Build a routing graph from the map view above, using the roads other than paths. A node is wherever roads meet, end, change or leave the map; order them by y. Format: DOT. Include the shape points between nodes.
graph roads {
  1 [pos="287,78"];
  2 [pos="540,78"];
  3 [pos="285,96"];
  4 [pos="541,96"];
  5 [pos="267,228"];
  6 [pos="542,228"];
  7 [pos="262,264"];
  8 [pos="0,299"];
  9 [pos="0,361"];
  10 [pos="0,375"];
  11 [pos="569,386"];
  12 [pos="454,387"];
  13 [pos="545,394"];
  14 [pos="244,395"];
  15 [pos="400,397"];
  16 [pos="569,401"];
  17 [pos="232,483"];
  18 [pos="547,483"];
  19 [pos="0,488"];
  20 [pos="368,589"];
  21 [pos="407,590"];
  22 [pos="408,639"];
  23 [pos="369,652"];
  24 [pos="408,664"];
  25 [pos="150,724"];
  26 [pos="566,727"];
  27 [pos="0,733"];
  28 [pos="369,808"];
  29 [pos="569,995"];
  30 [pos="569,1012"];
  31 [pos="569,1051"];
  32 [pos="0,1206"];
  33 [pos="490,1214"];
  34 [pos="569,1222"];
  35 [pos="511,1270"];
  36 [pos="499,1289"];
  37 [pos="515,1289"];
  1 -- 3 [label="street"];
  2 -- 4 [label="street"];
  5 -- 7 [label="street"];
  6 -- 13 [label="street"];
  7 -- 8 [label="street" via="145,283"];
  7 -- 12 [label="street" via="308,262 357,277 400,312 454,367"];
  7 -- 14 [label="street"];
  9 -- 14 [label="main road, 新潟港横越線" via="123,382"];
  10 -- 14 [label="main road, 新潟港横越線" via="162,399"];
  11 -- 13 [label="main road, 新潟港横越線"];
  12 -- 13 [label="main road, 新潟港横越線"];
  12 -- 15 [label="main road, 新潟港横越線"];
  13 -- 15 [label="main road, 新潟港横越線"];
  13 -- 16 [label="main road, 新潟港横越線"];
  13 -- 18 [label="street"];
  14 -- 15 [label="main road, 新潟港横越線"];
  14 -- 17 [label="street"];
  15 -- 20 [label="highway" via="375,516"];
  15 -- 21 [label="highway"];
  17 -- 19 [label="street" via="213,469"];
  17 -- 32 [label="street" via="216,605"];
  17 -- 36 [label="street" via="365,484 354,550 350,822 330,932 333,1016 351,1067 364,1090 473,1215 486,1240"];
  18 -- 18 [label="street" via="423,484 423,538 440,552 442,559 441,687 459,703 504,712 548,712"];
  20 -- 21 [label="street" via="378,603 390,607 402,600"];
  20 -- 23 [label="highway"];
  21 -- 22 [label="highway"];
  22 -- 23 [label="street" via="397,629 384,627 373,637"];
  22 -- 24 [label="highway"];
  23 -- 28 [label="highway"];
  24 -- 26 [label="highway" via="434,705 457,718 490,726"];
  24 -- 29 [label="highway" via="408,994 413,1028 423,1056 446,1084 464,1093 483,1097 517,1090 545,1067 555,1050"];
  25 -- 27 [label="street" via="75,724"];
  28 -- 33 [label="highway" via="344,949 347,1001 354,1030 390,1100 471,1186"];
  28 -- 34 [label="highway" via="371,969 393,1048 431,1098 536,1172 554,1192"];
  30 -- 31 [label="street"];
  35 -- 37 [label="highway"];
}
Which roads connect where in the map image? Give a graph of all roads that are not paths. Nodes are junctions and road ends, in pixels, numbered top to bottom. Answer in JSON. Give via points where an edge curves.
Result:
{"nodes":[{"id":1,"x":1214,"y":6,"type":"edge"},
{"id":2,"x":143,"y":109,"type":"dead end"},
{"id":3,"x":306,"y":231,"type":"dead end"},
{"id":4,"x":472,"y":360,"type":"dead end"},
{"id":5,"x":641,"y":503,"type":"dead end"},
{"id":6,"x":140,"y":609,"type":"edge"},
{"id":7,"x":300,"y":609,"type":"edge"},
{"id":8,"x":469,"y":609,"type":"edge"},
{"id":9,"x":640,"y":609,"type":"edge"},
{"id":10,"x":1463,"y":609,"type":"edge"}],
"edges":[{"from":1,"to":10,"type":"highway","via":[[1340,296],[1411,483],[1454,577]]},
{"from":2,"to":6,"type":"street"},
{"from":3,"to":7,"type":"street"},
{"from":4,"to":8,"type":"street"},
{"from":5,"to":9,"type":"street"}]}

+ + + +

Instructions to follow
Include in the answer nothing but an exact repetition of the lines from the one with "Which roads connect" through the end of the material.

Expected output
Which roads connect where in the map image? Give a graph of all roads that are not paths. Nodes are junctions and road ends, in pixels, numbered top to bottom. Answer in JSON. Give via points where an edge curves.
Result:
{"nodes":[{"id":1,"x":1214,"y":6,"type":"edge"},
{"id":2,"x":143,"y":109,"type":"dead end"},
{"id":3,"x":306,"y":231,"type":"dead end"},
{"id":4,"x":472,"y":360,"type":"dead end"},
{"id":5,"x":641,"y":503,"type":"dead end"},
{"id":6,"x":140,"y":609,"type":"edge"},
{"id":7,"x":300,"y":609,"type":"edge"},
{"id":8,"x":469,"y":609,"type":"edge"},
{"id":9,"x":640,"y":609,"type":"edge"},
{"id":10,"x":1463,"y":609,"type":"edge"}],
"edges":[{"from":1,"to":10,"type":"highway","via":[[1340,296],[1411,483],[1454,577]]},
{"from":2,"to":6,"type":"street"},
{"from":3,"to":7,"type":"street"},
{"from":4,"to":8,"type":"street"},
{"from":5,"to":9,"type":"street"}]}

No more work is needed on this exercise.